> **EXERCISE INSTRUCTIONS**:
Copy every line of the data that contains the string "Ocean".

(Saved data entries)

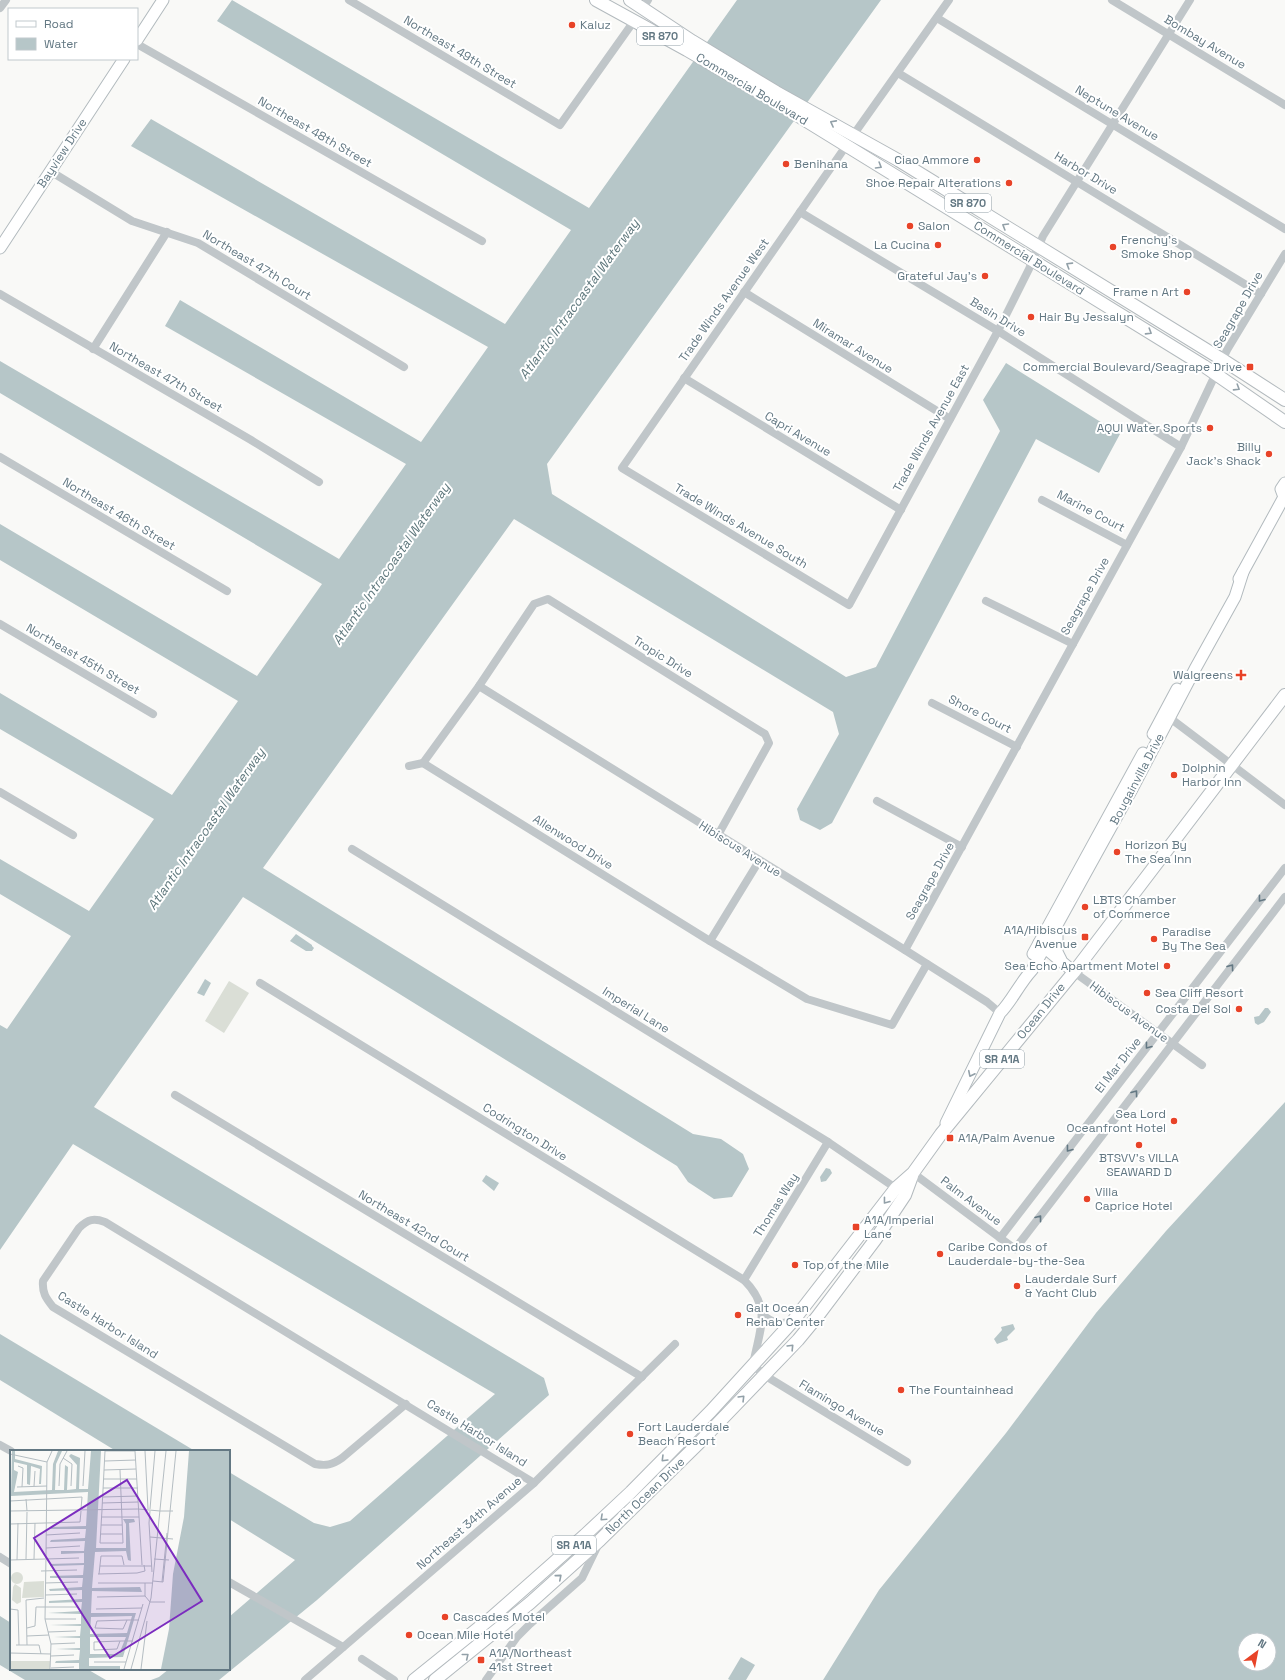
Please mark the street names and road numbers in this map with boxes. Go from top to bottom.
street label: Bombay Avenue [1161,11,1249,73]
street label: Northeast 49th Street [401,12,519,92]
road number: SR 870 [637,27,683,45]
street label: Commercial Boulevard [693,49,811,129]
street label: Neptune Avenue [1072,82,1162,144]
street label: Northeast 48th Street [255,93,375,171]
street label: Bayview Drive [34,115,90,191]
street label: Harbor Drive [1052,148,1120,198]
road number: SR 870 [945,194,991,212]
street label: Commercial Boulevard [971,217,1087,299]
street label: Northeast 47th Court [200,226,314,304]
street label: Trade Winds Avenue West [675,235,773,365]
street label: Seagrape Drive [1209,268,1267,352]
street label: Basin Drive [967,293,1029,341]
street label: Miramar Avenue [810,315,896,377]
street label: Northeast 47th Street [107,338,225,416]
street label: Trade Winds Avenue East [889,361,973,495]
street label: Capri Avenue [762,408,834,460]
street label: Northeast 46th Street [60,474,178,554]
street label: Trade Winds Avenue South [671,480,811,572]
street label: Marine Court [1054,486,1128,536]
street label: Seagrape Drive [1057,554,1113,638]
street label: Northeast 45th Street [23,620,143,698]
street label: Tropic Drive [630,632,696,682]
street label: Shore Court [946,691,1014,737]
street label: Bougainvilla Drive [1106,730,1168,828]
street label: Allenwood Drive [530,811,616,873]
street label: Hibiscus Avenue [696,817,784,881]
street label: Seagrape Drive [902,839,958,923]
street label: Hibiscus Avenue [1086,978,1172,1046]
street label: Ocean Drive [1013,979,1069,1043]
street label: Imperial Lane [599,983,673,1037]
street label: El Mar Drive [1091,1034,1145,1096]
road number: SR A1A [980,1050,1024,1068]
street label: Codrington Drive [480,1099,570,1165]
street label: Thomas Way [750,1170,802,1240]
street label: Palm Avenue [937,1173,1005,1229]
street label: Northeast 42nd Court [355,1186,473,1266]
street label: Castle Harbor Island [55,1288,161,1362]
street label: Flamingo Avenue [796,1376,888,1440]
street label: Castle Harbor Island [424,1396,530,1470]
street label: North Ocean Drive [602,1454,688,1538]
street label: Northeast 34th Avenue [413,1473,525,1573]
road number: SR A1A [552,1536,596,1554]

> **WRITTEN REPLY**:
street label: Ocean Drive [1013,979,1069,1043]
street label: North Ocean Drive [602,1454,688,1538]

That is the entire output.